Against these ills there is a shared duty to act – ‘the public can facilitate, can encourage, and can even impose upon almost the whole body of the people the necessity of acquiring those most essential parts of education’.21 And for Smith as for many Scottish Enlightenment literati, such an education, if it really wants to address work specialisation, should be general, critical, and encourage wide enquiry: ‘[a]n instructed and intelligent people… are more disposed to examine, and more capable of seeing through, the interested complaints of faction and sedition […]’ 22
It is telling then that the high point of Time and Motion subtly undermined in The Ballad of Peckham Rye also sees a rise of ethical questions about access to a general, non-specialist education. Published within a few months of Spark’s novel, G.E. Davie’s The Democratic Intellect (1961) calls for a defence of generalism against the kind of instrumentalising British education Davie sees as gaining dominance in the nineteenth century.23 In which sense Spark’s staging of a contest contrast between Cambridge and the Edinburgh graduates, between the Time and Motion man and the poetic sceptic over Time and Motion – is extremely pointed – not in terms of educational ‘quality’, but in terms of attitudes towards generalism.
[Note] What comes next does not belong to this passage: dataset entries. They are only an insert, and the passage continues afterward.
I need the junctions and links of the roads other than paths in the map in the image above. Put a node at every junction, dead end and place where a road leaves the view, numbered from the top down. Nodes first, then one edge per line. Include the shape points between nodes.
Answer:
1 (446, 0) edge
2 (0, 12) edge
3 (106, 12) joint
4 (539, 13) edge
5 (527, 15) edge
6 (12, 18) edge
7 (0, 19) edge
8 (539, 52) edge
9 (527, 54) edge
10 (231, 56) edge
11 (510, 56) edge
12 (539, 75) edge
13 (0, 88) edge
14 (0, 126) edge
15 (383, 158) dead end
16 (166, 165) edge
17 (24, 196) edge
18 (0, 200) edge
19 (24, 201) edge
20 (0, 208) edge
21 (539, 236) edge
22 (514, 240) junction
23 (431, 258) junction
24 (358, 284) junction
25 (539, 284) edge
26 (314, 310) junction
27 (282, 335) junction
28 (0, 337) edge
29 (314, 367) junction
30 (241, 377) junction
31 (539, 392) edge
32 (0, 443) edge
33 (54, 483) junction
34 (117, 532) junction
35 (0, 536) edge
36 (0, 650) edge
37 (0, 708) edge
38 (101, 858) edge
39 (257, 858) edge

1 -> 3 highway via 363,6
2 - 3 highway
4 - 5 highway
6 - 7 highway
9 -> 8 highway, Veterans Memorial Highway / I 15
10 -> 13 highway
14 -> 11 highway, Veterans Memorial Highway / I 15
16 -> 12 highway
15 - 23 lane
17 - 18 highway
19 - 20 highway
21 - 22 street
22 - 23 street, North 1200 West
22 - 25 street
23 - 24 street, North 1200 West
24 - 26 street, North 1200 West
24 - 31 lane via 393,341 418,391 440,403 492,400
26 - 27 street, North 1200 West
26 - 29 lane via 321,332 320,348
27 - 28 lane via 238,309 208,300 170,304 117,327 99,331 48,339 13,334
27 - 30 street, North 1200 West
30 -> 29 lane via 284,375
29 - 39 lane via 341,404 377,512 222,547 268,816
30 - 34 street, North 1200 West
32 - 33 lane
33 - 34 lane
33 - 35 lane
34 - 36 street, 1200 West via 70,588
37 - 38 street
General education, in the Davie thinking, should lead to graduates able to stand back from the instrumental tasks in which they might otherwise get tied up – it should make them civic actors – and it should also be accessible to anyone with ability (thus the question of Scottish resistance to university tuition fees). But what, asks The Ballad of Peckham Rye, if education does not suggest a civic answer to the boredom and the body-narrowing of specialism at all, but instead gets drawn into the imperative of the ‘expertise of productive subjectivity’ and the imperatives of production bound up in Time and Motion?24 What are the possible consequences, physical, social, and psychological, if the adaptation of Enlightenment’s logic of development accepts a public imperative to productivity while jettisoning a public imperative to general criticality? The Ballad of Peckham Rye is just a short comic novel, yes, though a pretty funny one, and one with an awesome economy of expression – but its comic exaggerations of ‘specialist’ and ‘general’ educations holds this very barbed critique. If the power of post-war labour practices for the streamlining of work in our own times has been underestimated, so has this playful and poetic voice.